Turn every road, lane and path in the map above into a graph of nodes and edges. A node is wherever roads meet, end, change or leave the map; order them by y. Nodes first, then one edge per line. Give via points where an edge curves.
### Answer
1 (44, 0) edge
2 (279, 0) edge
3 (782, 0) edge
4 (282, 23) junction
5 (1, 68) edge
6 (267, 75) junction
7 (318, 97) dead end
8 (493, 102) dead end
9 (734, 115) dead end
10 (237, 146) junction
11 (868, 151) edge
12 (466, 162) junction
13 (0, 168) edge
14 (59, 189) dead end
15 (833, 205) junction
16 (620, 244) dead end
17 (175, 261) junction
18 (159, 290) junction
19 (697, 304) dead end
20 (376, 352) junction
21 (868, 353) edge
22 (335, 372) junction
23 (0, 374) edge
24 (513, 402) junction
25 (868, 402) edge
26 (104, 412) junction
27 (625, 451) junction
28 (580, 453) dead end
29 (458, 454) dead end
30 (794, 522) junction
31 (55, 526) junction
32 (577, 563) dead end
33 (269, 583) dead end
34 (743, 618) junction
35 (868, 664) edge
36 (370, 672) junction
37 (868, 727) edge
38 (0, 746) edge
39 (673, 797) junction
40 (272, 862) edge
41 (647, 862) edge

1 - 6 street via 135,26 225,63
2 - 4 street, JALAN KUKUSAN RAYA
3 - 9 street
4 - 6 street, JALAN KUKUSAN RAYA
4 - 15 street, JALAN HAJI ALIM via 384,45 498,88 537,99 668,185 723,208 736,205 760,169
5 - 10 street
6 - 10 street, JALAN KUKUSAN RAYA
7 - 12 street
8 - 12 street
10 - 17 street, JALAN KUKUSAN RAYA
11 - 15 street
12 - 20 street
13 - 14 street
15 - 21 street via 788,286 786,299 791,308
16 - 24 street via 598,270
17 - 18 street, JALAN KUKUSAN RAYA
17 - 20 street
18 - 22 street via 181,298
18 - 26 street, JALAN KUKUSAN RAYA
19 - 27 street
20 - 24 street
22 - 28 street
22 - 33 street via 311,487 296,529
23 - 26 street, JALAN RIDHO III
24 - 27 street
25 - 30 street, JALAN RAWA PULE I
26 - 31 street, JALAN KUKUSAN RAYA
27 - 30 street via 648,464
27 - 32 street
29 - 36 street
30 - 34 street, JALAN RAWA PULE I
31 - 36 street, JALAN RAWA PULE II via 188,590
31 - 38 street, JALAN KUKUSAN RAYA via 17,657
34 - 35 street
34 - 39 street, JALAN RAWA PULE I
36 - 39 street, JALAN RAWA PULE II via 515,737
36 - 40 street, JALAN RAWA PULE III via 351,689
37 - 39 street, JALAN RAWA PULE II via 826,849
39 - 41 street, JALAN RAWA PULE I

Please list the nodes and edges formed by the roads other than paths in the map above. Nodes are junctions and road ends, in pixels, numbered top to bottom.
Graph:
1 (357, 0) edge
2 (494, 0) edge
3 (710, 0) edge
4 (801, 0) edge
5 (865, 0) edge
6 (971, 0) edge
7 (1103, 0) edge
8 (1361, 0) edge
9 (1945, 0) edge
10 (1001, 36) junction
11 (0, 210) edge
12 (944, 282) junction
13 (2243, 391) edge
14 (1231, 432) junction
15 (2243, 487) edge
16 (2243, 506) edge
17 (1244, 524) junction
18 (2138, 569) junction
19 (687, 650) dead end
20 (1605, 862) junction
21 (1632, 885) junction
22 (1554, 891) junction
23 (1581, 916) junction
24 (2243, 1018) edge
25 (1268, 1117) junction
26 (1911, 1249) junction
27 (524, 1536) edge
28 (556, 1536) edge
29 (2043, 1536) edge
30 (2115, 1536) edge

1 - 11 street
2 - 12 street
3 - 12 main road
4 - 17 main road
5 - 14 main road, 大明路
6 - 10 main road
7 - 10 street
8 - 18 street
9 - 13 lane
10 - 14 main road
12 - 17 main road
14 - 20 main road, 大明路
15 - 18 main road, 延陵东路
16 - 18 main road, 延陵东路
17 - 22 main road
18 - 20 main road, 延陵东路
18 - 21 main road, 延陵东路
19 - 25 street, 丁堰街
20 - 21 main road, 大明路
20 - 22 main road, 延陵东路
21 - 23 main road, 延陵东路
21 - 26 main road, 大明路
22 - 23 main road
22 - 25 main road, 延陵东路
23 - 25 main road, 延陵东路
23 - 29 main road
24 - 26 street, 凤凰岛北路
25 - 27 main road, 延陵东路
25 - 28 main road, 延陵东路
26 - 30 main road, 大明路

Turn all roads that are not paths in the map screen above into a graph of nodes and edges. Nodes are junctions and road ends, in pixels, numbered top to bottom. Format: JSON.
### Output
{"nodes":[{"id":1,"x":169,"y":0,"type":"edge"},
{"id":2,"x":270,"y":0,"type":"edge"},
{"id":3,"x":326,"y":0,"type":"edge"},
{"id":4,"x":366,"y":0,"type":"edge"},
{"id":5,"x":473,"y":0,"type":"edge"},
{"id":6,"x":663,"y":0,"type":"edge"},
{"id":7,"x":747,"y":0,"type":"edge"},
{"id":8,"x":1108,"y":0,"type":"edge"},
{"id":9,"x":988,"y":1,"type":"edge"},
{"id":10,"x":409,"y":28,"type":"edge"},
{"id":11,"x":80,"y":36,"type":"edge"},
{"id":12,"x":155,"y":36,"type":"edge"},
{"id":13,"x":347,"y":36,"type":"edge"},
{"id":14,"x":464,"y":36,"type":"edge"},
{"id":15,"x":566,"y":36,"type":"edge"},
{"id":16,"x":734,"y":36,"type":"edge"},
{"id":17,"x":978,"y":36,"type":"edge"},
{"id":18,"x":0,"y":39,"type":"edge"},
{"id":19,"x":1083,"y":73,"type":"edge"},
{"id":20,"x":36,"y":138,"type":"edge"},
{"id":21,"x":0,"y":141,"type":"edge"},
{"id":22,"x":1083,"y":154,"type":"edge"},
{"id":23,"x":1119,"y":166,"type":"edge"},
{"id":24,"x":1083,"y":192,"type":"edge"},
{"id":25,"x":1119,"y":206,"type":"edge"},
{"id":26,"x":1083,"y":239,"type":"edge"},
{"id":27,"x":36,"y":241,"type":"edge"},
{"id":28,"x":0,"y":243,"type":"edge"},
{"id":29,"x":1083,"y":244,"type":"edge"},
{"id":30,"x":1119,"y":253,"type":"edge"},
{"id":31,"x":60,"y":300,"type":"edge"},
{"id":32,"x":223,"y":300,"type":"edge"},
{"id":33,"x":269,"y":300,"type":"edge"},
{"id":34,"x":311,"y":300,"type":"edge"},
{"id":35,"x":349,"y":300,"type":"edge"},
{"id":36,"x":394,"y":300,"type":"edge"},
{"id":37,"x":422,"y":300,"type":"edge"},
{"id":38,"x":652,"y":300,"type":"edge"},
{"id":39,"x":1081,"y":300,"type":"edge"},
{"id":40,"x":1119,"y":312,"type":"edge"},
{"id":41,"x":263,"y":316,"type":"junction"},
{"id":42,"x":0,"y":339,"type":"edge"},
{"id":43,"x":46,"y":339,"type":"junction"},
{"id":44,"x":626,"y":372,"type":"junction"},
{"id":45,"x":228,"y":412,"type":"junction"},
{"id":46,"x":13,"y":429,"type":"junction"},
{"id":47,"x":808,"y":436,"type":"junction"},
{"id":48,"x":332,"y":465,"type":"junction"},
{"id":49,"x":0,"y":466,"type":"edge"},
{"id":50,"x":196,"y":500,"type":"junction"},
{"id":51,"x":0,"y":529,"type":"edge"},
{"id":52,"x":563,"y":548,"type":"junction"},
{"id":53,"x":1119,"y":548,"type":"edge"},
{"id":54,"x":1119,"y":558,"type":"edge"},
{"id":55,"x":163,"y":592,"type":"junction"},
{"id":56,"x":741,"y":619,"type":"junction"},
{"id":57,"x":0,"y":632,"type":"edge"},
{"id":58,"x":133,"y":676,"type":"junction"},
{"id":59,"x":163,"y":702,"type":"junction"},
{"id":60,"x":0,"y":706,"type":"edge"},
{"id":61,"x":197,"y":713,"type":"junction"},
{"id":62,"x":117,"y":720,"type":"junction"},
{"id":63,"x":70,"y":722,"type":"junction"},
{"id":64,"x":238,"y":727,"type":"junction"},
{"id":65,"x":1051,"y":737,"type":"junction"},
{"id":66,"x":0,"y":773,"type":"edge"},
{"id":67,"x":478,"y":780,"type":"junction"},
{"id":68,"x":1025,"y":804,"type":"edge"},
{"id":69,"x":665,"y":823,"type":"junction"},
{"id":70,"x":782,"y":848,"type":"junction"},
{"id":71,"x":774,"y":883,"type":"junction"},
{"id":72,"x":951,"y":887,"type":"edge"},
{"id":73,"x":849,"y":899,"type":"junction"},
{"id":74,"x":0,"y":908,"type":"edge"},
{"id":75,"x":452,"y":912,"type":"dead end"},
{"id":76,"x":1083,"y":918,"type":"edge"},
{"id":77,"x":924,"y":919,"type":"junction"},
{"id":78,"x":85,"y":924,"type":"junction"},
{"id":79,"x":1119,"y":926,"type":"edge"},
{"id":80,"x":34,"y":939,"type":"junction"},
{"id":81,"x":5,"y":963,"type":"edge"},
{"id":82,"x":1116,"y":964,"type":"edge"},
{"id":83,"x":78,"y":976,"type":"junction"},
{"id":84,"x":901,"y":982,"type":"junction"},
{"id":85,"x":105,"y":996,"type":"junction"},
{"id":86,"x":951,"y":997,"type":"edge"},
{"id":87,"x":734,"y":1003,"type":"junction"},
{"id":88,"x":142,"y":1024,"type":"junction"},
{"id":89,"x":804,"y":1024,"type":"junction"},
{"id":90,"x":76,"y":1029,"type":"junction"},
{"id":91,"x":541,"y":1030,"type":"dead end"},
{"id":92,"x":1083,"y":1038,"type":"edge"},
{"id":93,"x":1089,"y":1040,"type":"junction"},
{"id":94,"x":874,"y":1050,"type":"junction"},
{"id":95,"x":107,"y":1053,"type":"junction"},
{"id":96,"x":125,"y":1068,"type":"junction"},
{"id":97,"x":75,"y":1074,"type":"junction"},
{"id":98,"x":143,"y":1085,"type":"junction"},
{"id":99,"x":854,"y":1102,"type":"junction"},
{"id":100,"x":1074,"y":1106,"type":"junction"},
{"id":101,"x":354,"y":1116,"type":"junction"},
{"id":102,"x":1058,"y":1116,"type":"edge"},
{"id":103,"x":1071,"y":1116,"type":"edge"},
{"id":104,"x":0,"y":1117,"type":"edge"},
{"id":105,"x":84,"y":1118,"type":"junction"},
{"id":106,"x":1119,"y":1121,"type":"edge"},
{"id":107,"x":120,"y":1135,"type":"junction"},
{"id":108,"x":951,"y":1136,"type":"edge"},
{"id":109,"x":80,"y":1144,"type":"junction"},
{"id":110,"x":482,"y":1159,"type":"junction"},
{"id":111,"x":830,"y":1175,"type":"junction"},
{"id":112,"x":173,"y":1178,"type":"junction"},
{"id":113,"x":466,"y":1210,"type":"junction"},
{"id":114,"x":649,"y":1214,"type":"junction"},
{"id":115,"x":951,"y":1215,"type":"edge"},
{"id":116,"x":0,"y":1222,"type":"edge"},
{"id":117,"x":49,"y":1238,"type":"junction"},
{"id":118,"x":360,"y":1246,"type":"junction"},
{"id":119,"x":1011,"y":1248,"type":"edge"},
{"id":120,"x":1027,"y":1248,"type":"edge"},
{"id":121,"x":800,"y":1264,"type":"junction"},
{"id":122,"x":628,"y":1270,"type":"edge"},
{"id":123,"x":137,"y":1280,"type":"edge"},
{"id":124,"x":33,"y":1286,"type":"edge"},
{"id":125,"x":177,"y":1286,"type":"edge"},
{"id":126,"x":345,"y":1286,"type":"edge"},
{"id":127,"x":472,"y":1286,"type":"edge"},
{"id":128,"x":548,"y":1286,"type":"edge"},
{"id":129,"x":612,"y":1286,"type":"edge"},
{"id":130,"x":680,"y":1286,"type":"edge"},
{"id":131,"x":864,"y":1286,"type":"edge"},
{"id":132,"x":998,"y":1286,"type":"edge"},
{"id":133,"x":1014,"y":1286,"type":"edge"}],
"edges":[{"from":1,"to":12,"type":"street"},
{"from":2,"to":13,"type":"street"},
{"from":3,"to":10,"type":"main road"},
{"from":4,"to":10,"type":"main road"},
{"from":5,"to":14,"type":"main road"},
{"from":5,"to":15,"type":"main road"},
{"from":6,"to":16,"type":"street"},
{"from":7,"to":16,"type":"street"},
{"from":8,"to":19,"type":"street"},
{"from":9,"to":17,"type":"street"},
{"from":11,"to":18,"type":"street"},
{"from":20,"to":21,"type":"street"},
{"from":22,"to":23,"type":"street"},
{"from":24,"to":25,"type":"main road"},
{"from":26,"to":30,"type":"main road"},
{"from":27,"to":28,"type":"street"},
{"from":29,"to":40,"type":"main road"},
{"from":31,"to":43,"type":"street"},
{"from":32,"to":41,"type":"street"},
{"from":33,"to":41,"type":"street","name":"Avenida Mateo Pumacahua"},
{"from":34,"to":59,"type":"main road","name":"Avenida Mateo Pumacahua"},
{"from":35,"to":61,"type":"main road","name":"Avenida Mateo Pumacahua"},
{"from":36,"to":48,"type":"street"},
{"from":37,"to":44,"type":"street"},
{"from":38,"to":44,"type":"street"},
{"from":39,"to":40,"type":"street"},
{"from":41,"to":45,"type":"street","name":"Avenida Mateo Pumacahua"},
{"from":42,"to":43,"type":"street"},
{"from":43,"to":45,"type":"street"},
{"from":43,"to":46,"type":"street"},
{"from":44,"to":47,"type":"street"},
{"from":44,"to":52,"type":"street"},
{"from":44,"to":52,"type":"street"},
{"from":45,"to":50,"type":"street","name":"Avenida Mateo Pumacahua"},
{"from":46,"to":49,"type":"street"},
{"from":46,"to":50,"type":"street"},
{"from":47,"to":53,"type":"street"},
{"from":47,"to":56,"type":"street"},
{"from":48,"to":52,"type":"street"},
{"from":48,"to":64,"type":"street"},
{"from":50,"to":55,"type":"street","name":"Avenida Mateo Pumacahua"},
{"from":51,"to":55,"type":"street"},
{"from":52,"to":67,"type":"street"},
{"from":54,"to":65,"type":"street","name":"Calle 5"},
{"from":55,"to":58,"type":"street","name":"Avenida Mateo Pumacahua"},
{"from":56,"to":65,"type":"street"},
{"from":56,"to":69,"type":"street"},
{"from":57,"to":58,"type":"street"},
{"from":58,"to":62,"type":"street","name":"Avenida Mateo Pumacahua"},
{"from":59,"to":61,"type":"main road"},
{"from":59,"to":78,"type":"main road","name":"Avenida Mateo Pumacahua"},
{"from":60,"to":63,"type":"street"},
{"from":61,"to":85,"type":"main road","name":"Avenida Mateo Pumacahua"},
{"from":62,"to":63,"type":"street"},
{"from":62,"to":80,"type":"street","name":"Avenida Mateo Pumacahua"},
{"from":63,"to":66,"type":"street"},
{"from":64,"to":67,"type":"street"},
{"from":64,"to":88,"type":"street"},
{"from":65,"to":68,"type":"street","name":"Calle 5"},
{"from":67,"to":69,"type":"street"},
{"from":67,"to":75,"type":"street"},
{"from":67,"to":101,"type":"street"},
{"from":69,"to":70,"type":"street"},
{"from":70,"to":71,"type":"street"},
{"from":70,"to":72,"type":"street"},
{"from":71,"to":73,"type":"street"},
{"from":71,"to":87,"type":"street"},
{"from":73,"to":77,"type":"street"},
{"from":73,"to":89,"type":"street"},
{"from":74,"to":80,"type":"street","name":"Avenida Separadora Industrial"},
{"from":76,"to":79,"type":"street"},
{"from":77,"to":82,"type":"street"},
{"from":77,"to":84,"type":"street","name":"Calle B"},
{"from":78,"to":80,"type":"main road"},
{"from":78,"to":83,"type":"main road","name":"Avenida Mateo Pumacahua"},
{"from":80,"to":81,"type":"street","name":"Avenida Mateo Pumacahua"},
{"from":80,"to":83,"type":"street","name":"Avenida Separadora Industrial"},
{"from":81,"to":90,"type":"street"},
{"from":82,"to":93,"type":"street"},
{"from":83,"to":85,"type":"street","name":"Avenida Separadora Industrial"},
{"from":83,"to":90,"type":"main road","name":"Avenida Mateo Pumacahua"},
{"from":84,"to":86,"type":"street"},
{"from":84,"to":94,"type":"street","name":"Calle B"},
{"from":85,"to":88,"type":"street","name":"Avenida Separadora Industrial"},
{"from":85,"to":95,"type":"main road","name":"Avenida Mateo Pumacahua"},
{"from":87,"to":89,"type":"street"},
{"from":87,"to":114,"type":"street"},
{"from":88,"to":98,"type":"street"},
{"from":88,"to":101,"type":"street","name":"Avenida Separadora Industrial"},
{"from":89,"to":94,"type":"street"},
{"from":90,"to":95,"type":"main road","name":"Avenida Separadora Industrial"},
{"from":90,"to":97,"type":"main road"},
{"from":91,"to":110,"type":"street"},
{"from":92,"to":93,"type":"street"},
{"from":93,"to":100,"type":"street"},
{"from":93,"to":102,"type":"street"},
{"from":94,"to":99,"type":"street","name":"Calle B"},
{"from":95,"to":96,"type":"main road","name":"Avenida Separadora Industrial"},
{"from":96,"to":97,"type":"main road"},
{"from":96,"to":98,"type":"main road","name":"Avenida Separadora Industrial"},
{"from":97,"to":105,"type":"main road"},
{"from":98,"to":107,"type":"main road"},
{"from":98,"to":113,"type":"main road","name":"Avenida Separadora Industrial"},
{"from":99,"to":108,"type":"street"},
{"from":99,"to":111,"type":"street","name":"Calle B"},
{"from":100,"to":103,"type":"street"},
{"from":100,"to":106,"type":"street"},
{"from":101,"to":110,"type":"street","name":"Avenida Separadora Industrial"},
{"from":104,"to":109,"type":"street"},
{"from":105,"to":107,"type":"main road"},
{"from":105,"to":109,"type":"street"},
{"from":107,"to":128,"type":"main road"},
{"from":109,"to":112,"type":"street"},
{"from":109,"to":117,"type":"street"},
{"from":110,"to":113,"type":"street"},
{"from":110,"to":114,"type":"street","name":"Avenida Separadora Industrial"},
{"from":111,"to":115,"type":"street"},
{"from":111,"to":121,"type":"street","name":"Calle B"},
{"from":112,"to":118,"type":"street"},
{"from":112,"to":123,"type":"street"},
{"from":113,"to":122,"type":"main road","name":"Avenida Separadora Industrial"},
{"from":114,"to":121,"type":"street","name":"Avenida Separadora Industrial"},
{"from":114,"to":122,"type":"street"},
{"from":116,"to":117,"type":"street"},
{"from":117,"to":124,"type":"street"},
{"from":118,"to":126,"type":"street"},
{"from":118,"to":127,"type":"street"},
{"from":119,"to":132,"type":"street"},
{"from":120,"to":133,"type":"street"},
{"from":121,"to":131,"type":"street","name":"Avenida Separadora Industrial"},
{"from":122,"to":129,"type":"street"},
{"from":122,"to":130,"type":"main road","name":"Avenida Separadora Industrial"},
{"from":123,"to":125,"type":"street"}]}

BRIEF —
Locate the word "junctions" in the records and collect each line it appears in.

FINAL ANSWER —
Please list the nodes and edges formed by the roads other than paths in the map above. Nodes are junctions and road ends, in pixels, numbered top to bottom.
Turn all roads that are not paths in the map screen above into a graph of nodes and edges. Nodes are junctions and road ends, in pixels, numbered top to bottom. Format: JSON.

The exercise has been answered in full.